(Stored items)
== Segment start ==

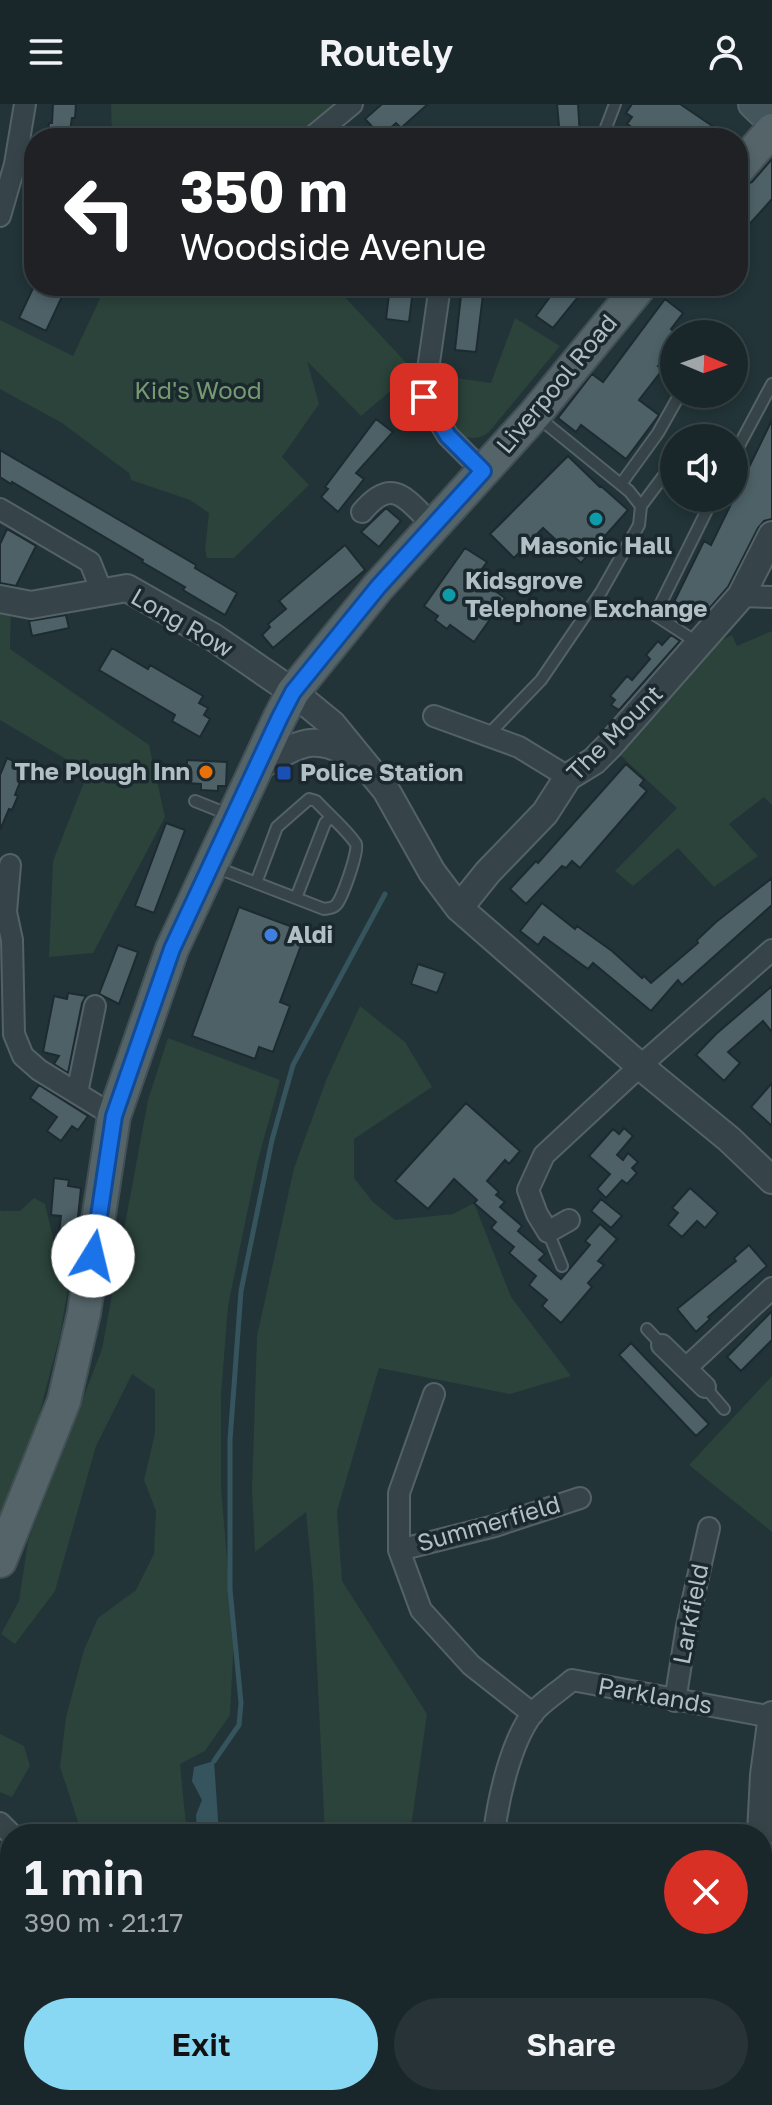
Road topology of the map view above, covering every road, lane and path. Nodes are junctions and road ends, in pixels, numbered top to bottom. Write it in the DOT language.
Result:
graph roads {
  1 [pos="25,104"];
  2 [pos="352,104"];
  3 [pos="615,104"];
  4 [pos="753,104"];
  5 [pos="772,122"];
  6 [pos="323,128"];
  7 [pos="606,128"];
  8 [pos="772,130"];
  9 [pos="748,158"];
  10 [pos="0,216"];
  11 [pos="439,296"];
  12 [pos="632,296"];
  13 [pos="772,384"];
  14 [pos="672,408"];
  15 [pos="535,414"];
  16 [pos="748,429"];
  17 [pos="483,471"];
  18 [pos="660,481"];
  19 [pos="621,484"];
  20 [pos="641,506"];
  21 [pos="0,509"];
  22 [pos="362,512"];
  23 [pos="706,512"];
  24 [pos="433,525"];
  25 [pos="772,535"];
  26 [pos="102,592"];
  27 [pos="741,596"];
  28 [pos="772,597"];
  29 [pos="0,599"];
  30 [pos="699,644"];
  31 [pos="293,692"];
  32 [pos="434,716"];
  33 [pos="488,735"];
  34 [pos="367,766"];
  35 [pos="255,768"];
  36 [pos="568,777"];
  37 [pos="195,801"];
  38 [pos="232,816"];
  39 [pos="331,817"];
  40 [pos="10,865"];
  41 [pos="210,865"];
  42 [pos="256,883"];
  43 [pos="296,898"];
  44 [pos="459,908"];
  45 [pos="6,912"];
  46 [pos="772,950"];
  47 [pos="0,971"];
  48 [pos="95,1006"];
  49 [pos="640,1066"];
  50 [pos="77,1093"];
  51 [pos="114,1116"];
  52 [pos="772,1180"];
  53 [pos="569,1220"];
  54 [pos="548,1232"];
  55 [pos="562,1266"];
  56 [pos="772,1288"];
  57 [pos="647,1329"];
  58 [pos="662,1345"];
  59 [pos="686,1368"];
  60 [pos="705,1387"];
  61 [pos="434,1394"];
  62 [pos="724,1409"];
  63 [pos="580,1498"];
  64 [pos="709,1528"];
  65 [pos="399,1550"];
  66 [pos="0,1561"];
  67 [pos="675,1701"];
  68 [pos="533,1714"];
  69 [pos="772,1716"];
  70 [pos="500,1824"];
  71 [pos="762,1824"];
  1 -- 10 [label="street"];
  2 -- 6 [label="street"];
  3 -- 7 [label="lane"];
  4 -- 5 [label="main road"];
  8 -- 9 [label="main road"];
  11 -- 17 [label="street"];
  12 -- 15 [label="main road, Liverpool Road"];
  13 -- 16 [label="lane"];
  14 -- 19 [label="lane"];
  15 -- 17 [label="main road, Liverpool Road"];
  15 -- 19 [label="lane"];
  17 -- 24 [label="main road, Liverpool Road"];
  18 -- 20 [label="lane"];
  19 -- 20 [label="lane"];
  20 -- 33 [label="lane"];
  21 -- 26 [label="street, Long Row"];
  22 -- 24 [label="street"];
  23 -- 30 [label="lane"];
  24 -- 31 [label="main road, Liverpool Road"];
  25 -- 27 [label="street, The Mount"];
  26 -- 29 [label="street"];
  26 -- 31 [label="street, Long Row"];
  27 -- 28 [label="street"];
  27 -- 30 [label="street, The Mount"];
  30 -- 36 [label="street, The Mount"];
  31 -- 34 [label="street"];
  31 -- 35 [label="main road, Liverpool Road"];
  32 -- 33 [label="street"];
  33 -- 36 [label="street"];
  34 -- 35 [label="street"];
  34 -- 44 [label="street"];
  35 -- 38 [label="main road, Liverpool Road"];
  36 -- 44 [label="street, The Mount"];
  37 -- 38 [label="lane"];
  38 -- 41 [label="main road, Liverpool Road"];
  39 -- 42 [label="lane"];
  39 -- 43 [label="lane"];
  39 -- 43 [label="lane"];
  40 -- 45 [label="street"];
  41 -- 42 [label="lane"];
  41 -- 51 [label="main road, Liverpool Road"];
  42 -- 43 [label="lane"];
  44 -- 49 [label="street"];
  45 -- 47 [label="street"];
  45 -- 50 [label="street"];
  46 -- 49 [label="street"];
  48 -- 50 [label="street"];
  49 -- 52 [label="street"];
  49 -- 54 [label="street"];
  50 -- 51 [label="street"];
  51 -- 66 [label="main road, Liverpool Road"];
  53 -- 54 [label="street"];
  54 -- 55 [label="lane"];
  56 -- 59 [label="street"];
  57 -- 58 [label="lane"];
  58 -- 59 [label="street"];
  59 -- 60 [label="street"];
  60 -- 62 [label="lane"];
  61 -- 65 [label="street"];
  63 -- 65 [label="street, Summerfield"];
  64 -- 67 [label="street, Larkfield"];
  65 -- 68 [label="street"];
  67 -- 68 [label="street, Parklands"];
  67 -- 69 [label="street, Parklands"];
  68 -- 70 [label="street, Parklands"];
  69 -- 71 [label="street"];
}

== Segment end ==

• _What you have to do_: Go through the lines above and copy any that contain "Mount".

• _Task response_:
  25 -- 27 [label="street, The Mount"];
  27 -- 30 [label="street, The Mount"];
  30 -- 36 [label="street, The Mount"];
  36 -- 44 [label="street, The Mount"];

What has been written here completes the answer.